Tuesday, November 30, 2010

The Roaring '20s

As Sarah said in her blog, everyone knows that the twenties were a time when everyone had fun. Everyone partied all the time, organized crime sprung up as a result of the prohibition, and at the end of the decade the stock market crashed and our country entered the Great Depression. However, what I wanted to know about the twenties was how far in advance did the people in charge of money (i.e. the government, banks, etc.) know that we were in trouble? It seems like governments often keep things on the DL until they have no choice, or until something happens; I want to know if they had some advance warning this time and tried to prevent it in secret, and if so, how far before the stock market crash did they know something was going to happen?

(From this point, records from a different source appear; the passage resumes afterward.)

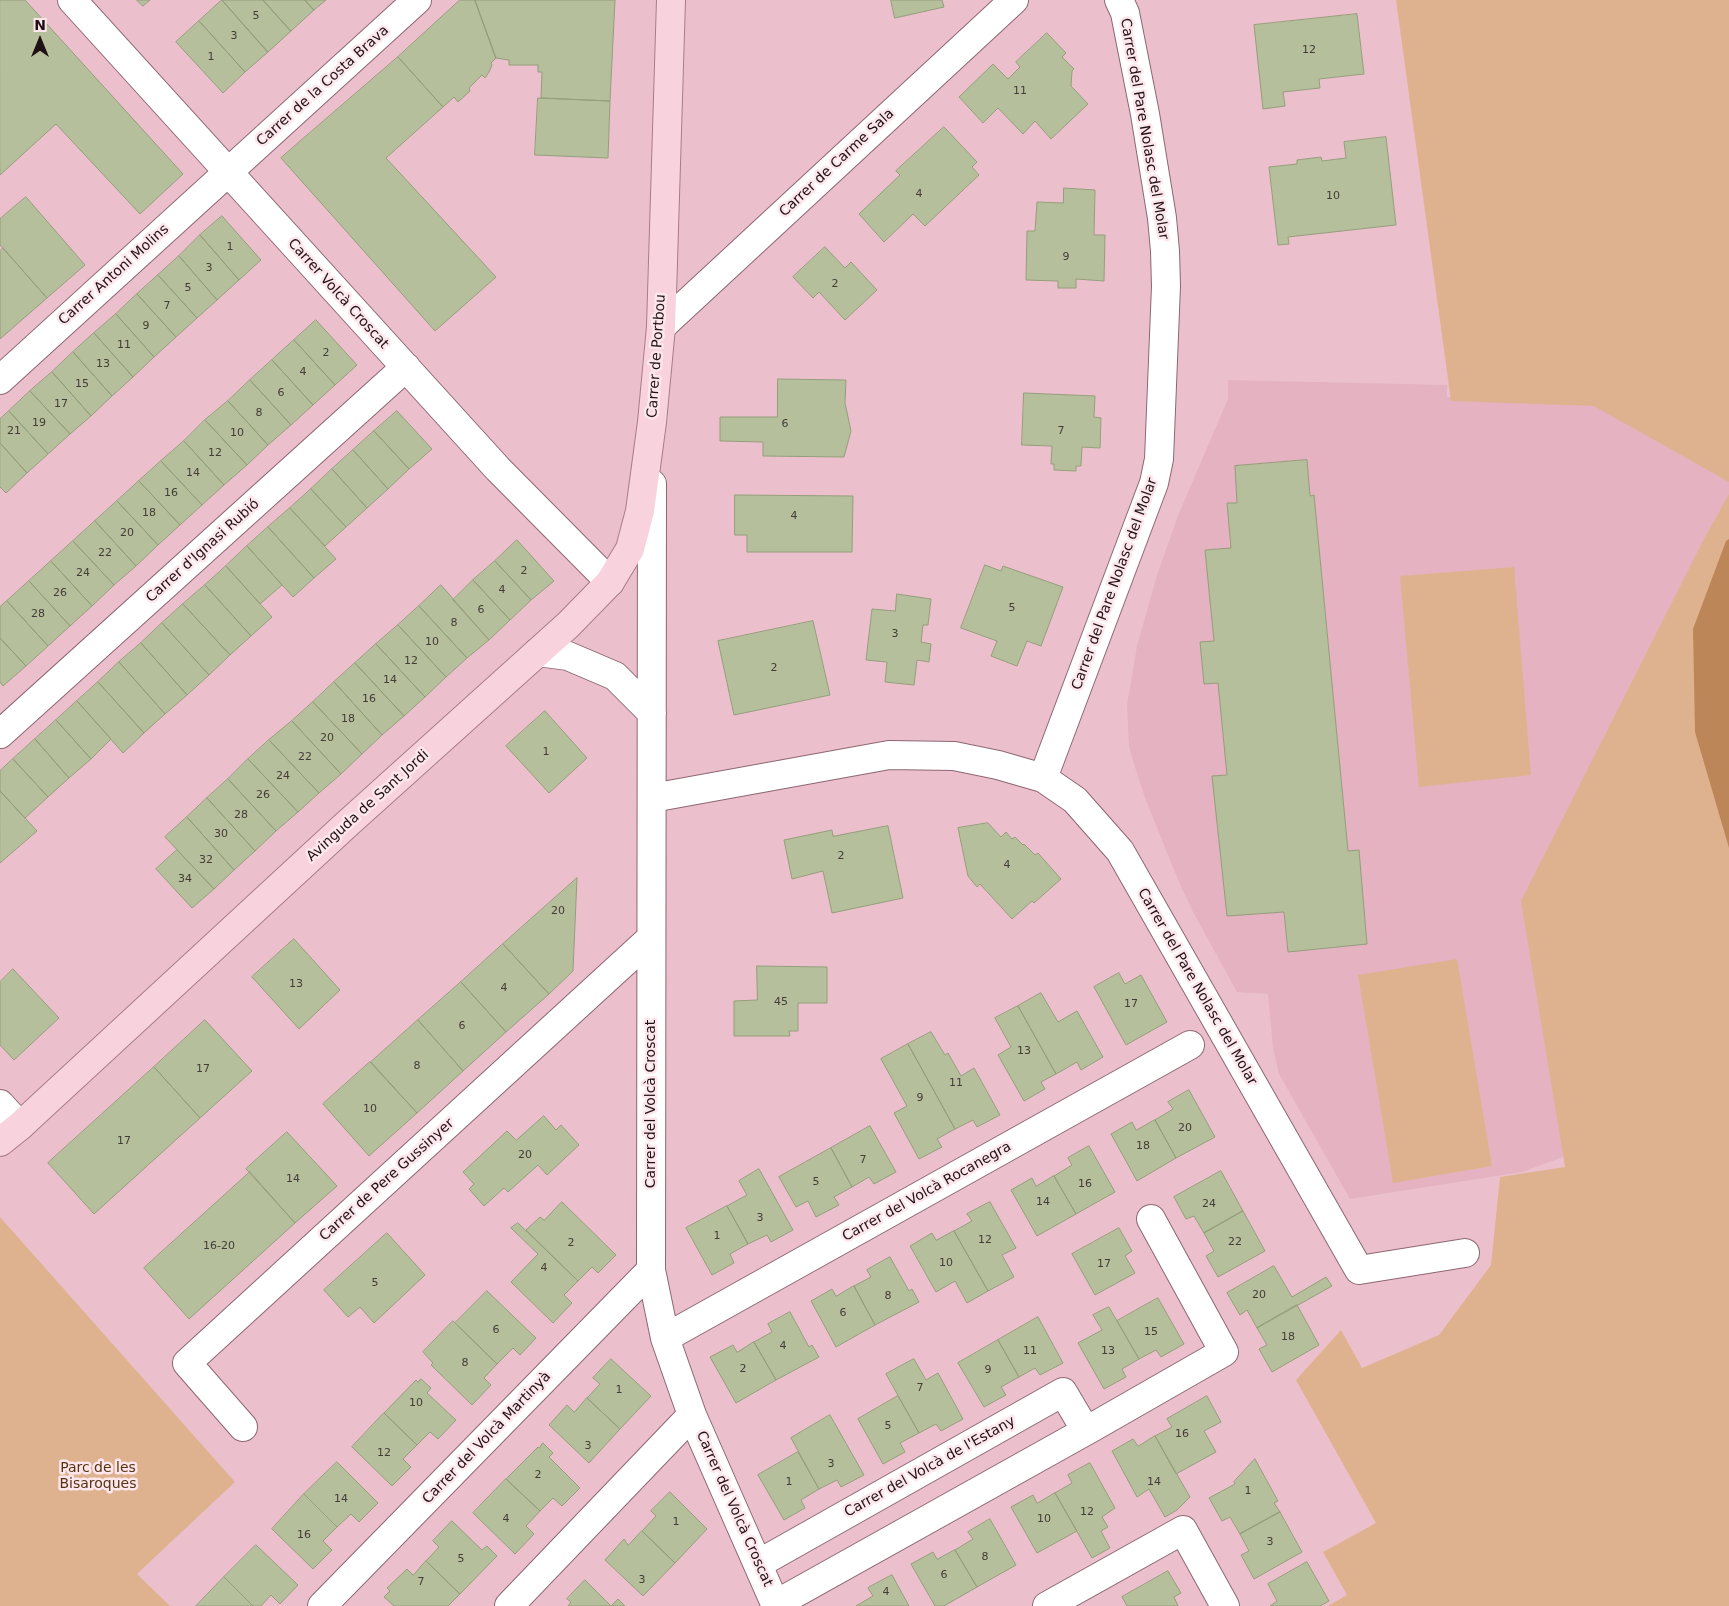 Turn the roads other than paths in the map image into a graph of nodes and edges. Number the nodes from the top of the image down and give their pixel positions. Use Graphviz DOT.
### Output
graph roads {
  1 [pos="72,0"];
  2 [pos="417,0"];
  3 [pos="671,0"];
  4 [pos="1014,0"];
  5 [pos="1119,0"];
  6 [pos="228,171"];
  7 [pos="661,327"];
  8 [pos="406,367"];
  9 [pos="0,380"];
  10 [pos="652,422"];
  11 [pos="610,582"];
  12 [pos="538,652"];
  13 [pos="652,713"];
  14 [pos="0,734"];
  15 [pos="1043,778"];
  16 [pos="652,798"];
  17 [pos="651,938"];
  18 [pos="1190,1045"];
  19 [pos="0,1104"];
  20 [pos="10,1134"];
  21 [pos="1151,1219"];
  22 [pos="1464,1253"];
  23 [pos="651,1270"];
  24 [pos="665,1338"];
  25 [pos="692,1415"];
  26 [pos="243,1428"];
  27 [pos="1086,1431"];
  28 [pos="758,1564"];
  29 [pos="776,1605"];
  30 [pos="322,1606"];
  31 [pos="509,1606"];
  32 [pos="1047,1606"];
  33 [pos="1225,1606"];
  1 -- 6 [label="street, Carrer Volcà Croscat"];
  2 -- 6 [label="street, Carrer de la Costa Brava"];
  3 -- 7 [label="main road, Carrer de Portbou"];
  4 -- 7 [label="street, Carrer de Carme Sala"];
  5 -- 15 [label="street, Carrer del Pare Nolasc del Molar"];
  6 -- 8 [label="street, Carrer Volcà Croscat"];
  6 -- 9 [label="street, Carrer Antoni Molins"];
  7 -- 10 [label="main road, Carrer de Portbou"];
  8 -- 11 [label="street, Carrer Volcà Croscat"];
  8 -- 14 [label="street, Carrer d'Ignasi Rubió"];
  10 -- 11 [label="main road, Avinguda de Sant Jordi"];
  10 -- 13 [label="street, Carrer de Portbou"];
  11 -- 12 [label="main road, Avinguda de Sant Jordi"];
  12 -- 13 [label="street"];
  12 -- 20 [label="main road, Avinguda de Sant Jordi"];
  13 -- 16 [label="street, Carrer del Volcà Croscat"];
  15 -- 16 [label="street, Carrer del Pare Nolasc del Molar"];
  15 -- 22 [label="street, Carrer del Pare Nolasc del Molar"];
  16 -- 17 [label="street, Carrer del Volcà Croscat"];
  17 -- 23 [label="street, Carrer del Volcà Croscat"];
  17 -- 26 [label="street, Carrer de Pere Gussinyer"];
  18 -- 24 [label="street, Carrer del Volcà Rocanegra"];
  19 -- 20 [label="street"];
  21 -- 27 [label="street"];
  23 -- 24 [label="street, Carrer del Volcà Croscat"];
  23 -- 30 [label="street, Carrer del Volcà Martinyà"];
  24 -- 25 [label="street, Carrer del Volcà Croscat"];
  25 -- 28 [label="street, Carrer del Volcà Croscat"];
  25 -- 31 [label="street"];
  27 -- 28 [label="street, Carrer del Volcà de l'Estany"];
  27 -- 29 [label="street"];
  28 -- 29 [label="street, Carrer del Volcà Croscat"];
  32 -- 33 [label="street"];
}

Wednesday, November 10, 2010

Book Report Thoughts

I rather enjoyed this assignment, although I probably would've enjoyed it more if I had done it sooner...but that's ok, it was still interesting. I read Night by Elie Wiesel, as I know a couple other people in the class did. The book is Wiesel's memoir about the Holocaust. I felt particularly affected by this book, and it's definitely one of those books I'll never forget reading. When we learn about the Holocaust, we learn about the statistics of it - that 6 million Jews and a total of 11 million minorities were killed during the Holocaust. We are told that the conditions of the concentration camps were terrible. We learn facts. However, Wiesel gives it from the perspective of someone who actually went through the Holocaust. And he doesn't leave anything out - he doesn't skip over those ugly details that none of us want to hear. I think he has several reasons for doing this; for one thing, I think he simply wants to tell it like it is. For another thing, I think he wants us to remember his story, so we don't forget what has happened and what could happen in the future; he doesn't want us to forget what humans are capable of doing to each other. It's those graphic, heart-wrenching, awful things he relates in the story that makes you remember the rest of it. Although infants being used for target practice is something I would rather not picture or have to think about, it's details like that that will make me remember this book forever.

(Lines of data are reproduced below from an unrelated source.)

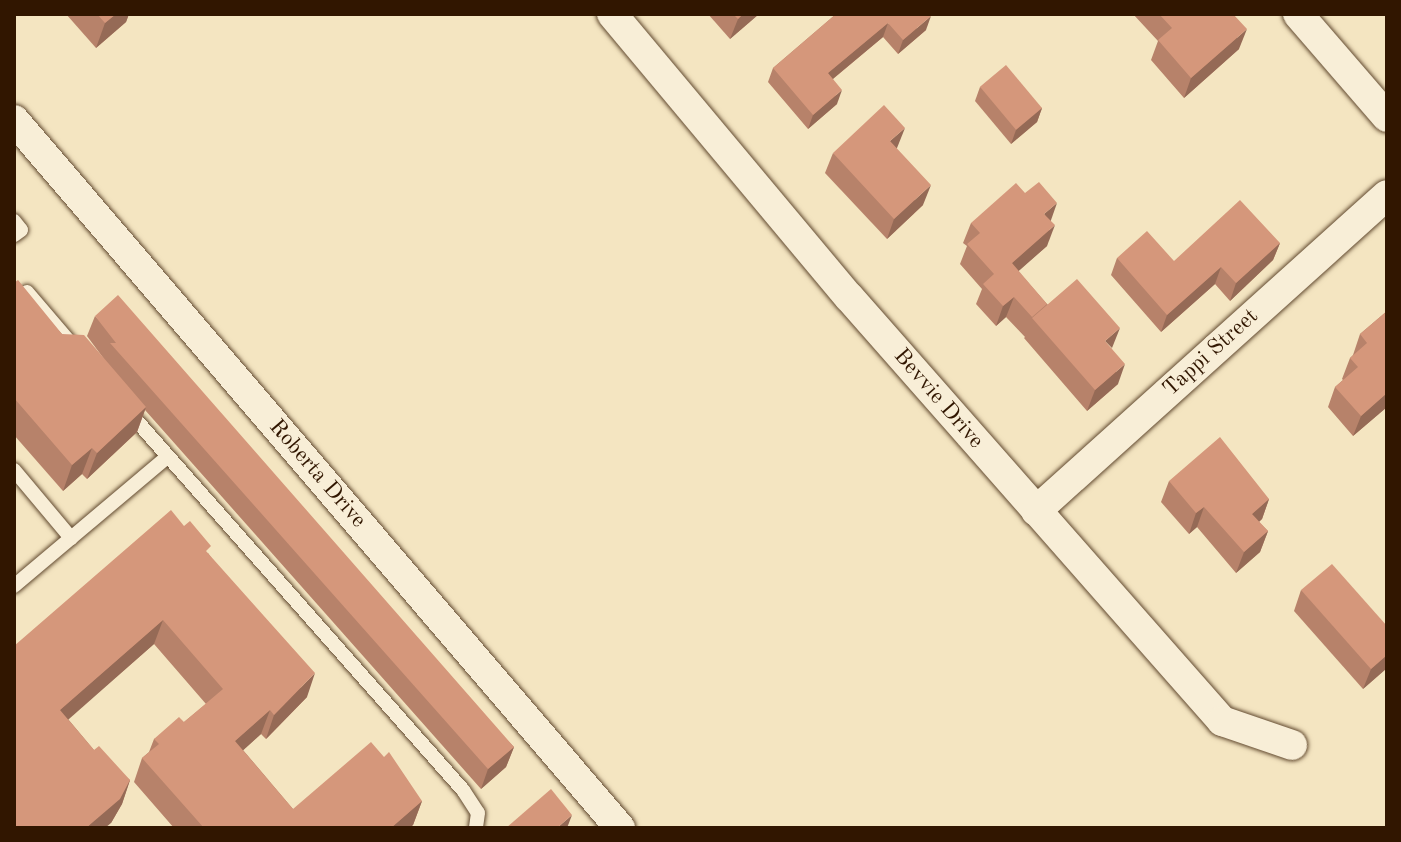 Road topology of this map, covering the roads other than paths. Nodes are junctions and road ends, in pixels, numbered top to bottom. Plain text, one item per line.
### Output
1 (612, 14) edge
2 (1298, 14) edge
3 (1387, 117) edge
4 (14, 120) edge
5 (1387, 195) edge
6 (14, 221) edge
7 (14, 235) edge
8 (27, 292) edge
9 (87, 363) edge
10 (117, 398) edge
11 (167, 457) junction
12 (14, 470) edge
13 (1036, 511) junction
14 (71, 538) junction
15 (14, 586) edge
16 (1292, 745) dead end
17 (476, 828) edge
18 (620, 828) edge

1 - 13 street, Bevvie Drive
2 - 3 street
4 - 18 street, Roberta Drive
5 - 13 street, Tappi Street
6 - 7 lane
8 - 9 lane
10 - 11 lane
11 - 14 lane
11 - 17 lane
12 - 14 lane
13 - 16 street, Bevvie Drive
14 - 15 lane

Pages 124-137 in our lovely space-themed textbook

I was a little confused about the first question - "What is it about the interwar years that tell us that WWI was a terrible tragedy?" I was confused because there were a lot of things mentioned in the text book that this could be referring to, and depending on your personal viewpoint, you could say these things were either good or bad, or both - the harnessing of the power in the atom, the communication developments, the technological advancements, etc. My first thought as to the answer to this question was that this was the first war in which armies were made of millions, not thousands; the technological developements allowed a lot more people to be killed at once; and the affect of the war lasted a lot longer than previous wars. However, the text book never really said this directly; it mostly talked about individual aspects, not one specific thing that made the war a terrible tragedy. Of course the war was a tragedy; millions of people were killed, many for no reason since the majority of the war was a stalemate and therefore killing people on enemy sides wouldn't weaken them any more than it would weaken your allies. The question just makes it sound like there was one specific thing that made the war a tragedy, not a bunch of things. So my question to everyone is, what was this one specific thing?